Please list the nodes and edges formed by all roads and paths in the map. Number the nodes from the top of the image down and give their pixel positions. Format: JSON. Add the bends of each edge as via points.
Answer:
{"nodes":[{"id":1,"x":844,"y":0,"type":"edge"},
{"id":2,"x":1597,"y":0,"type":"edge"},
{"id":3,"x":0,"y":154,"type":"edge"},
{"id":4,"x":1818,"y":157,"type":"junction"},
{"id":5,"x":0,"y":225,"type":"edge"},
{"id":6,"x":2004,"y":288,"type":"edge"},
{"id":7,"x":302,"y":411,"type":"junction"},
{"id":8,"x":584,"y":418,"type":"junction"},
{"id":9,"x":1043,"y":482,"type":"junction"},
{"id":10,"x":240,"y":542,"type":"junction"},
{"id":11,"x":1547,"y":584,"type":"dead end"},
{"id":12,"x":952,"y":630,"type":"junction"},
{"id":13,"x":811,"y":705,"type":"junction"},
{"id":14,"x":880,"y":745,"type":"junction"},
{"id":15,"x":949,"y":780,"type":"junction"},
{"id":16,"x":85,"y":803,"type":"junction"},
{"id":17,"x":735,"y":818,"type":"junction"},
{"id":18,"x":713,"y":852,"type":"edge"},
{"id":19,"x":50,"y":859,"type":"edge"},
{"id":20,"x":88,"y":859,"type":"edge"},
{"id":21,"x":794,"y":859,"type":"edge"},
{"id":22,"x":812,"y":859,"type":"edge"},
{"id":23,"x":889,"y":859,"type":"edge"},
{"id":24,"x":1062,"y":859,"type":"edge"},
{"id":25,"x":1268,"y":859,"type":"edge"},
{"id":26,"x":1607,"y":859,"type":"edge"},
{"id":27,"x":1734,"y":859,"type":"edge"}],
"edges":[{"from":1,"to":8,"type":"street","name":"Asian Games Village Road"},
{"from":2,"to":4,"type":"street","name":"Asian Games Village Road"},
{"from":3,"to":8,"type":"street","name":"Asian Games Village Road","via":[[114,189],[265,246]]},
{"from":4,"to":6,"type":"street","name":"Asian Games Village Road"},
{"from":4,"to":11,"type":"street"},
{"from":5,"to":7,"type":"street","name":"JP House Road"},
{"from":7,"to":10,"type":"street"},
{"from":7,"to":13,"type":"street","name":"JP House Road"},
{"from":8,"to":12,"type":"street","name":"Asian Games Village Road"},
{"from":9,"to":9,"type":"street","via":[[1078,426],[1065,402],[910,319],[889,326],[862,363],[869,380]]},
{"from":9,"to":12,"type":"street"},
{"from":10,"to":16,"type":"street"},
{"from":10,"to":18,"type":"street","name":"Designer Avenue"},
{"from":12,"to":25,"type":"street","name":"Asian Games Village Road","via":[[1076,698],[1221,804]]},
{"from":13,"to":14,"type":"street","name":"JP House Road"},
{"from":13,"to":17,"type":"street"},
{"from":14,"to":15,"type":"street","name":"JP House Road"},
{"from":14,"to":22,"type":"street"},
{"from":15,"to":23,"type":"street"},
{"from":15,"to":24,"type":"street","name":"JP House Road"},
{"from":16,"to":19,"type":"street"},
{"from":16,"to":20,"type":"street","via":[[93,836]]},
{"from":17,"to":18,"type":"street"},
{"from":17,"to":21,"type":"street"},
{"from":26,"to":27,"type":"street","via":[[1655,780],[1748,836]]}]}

■ ■ ■ ■ ■ ■ ■

Pull out each record as written and restate it exactly.

Please list the nodes and edges formed by all roads and paths in the map. Number the nodes from the top of the image down and give their pixel positions. Format: JSON. Add the bends of each edge as via points.
Answer:
{"nodes":[{"id":1,"x":844,"y":0,"type":"edge"},
{"id":2,"x":1597,"y":0,"type":"edge"},
{"id":3,"x":0,"y":154,"type":"edge"},
{"id":4,"x":1818,"y":157,"type":"junction"},
{"id":5,"x":0,"y":225,"type":"edge"},
{"id":6,"x":2004,"y":288,"type":"edge"},
{"id":7,"x":302,"y":411,"type":"junction"},
{"id":8,"x":584,"y":418,"type":"junction"},
{"id":9,"x":1043,"y":482,"type":"junction"},
{"id":10,"x":240,"y":542,"type":"junction"},
{"id":11,"x":1547,"y":584,"type":"dead end"},
{"id":12,"x":952,"y":630,"type":"junction"},
{"id":13,"x":811,"y":705,"type":"junction"},
{"id":14,"x":880,"y":745,"type":"junction"},
{"id":15,"x":949,"y":780,"type":"junction"},
{"id":16,"x":85,"y":803,"type":"junction"},
{"id":17,"x":735,"y":818,"type":"junction"},
{"id":18,"x":713,"y":852,"type":"edge"},
{"id":19,"x":50,"y":859,"type":"edge"},
{"id":20,"x":88,"y":859,"type":"edge"},
{"id":21,"x":794,"y":859,"type":"edge"},
{"id":22,"x":812,"y":859,"type":"edge"},
{"id":23,"x":889,"y":859,"type":"edge"},
{"id":24,"x":1062,"y":859,"type":"edge"},
{"id":25,"x":1268,"y":859,"type":"edge"},
{"id":26,"x":1607,"y":859,"type":"edge"},
{"id":27,"x":1734,"y":859,"type":"edge"}],
"edges":[{"from":1,"to":8,"type":"street","name":"Asian Games Village Road"},
{"from":2,"to":4,"type":"street","name":"Asian Games Village Road"},
{"from":3,"to":8,"type":"street","name":"Asian Games Village Road","via":[[114,189],[265,246]]},
{"from":4,"to":6,"type":"street","name":"Asian Games Village Road"},
{"from":4,"to":11,"type":"street"},
{"from":5,"to":7,"type":"street","name":"JP House Road"},
{"from":7,"to":10,"type":"street"},
{"from":7,"to":13,"type":"street","name":"JP House Road"},
{"from":8,"to":12,"type":"street","name":"Asian Games Village Road"},
{"from":9,"to":9,"type":"street","via":[[1078,426],[1065,402],[910,319],[889,326],[862,363],[869,380]]},
{"from":9,"to":12,"type":"street"},
{"from":10,"to":16,"type":"street"},
{"from":10,"to":18,"type":"street","name":"Designer Avenue"},
{"from":12,"to":25,"type":"street","name":"Asian Games Village Road","via":[[1076,698],[1221,804]]},
{"from":13,"to":14,"type":"street","name":"JP House Road"},
{"from":13,"to":17,"type":"street"},
{"from":14,"to":15,"type":"street","name":"JP House Road"},
{"from":14,"to":22,"type":"street"},
{"from":15,"to":23,"type":"street"},
{"from":15,"to":24,"type":"street","name":"JP House Road"},
{"from":16,"to":19,"type":"street"},
{"from":16,"to":20,"type":"street","via":[[93,836]]},
{"from":17,"to":18,"type":"street"},
{"from":17,"to":21,"type":"street"},
{"from":26,"to":27,"type":"street","via":[[1655,780],[1748,836]]}]}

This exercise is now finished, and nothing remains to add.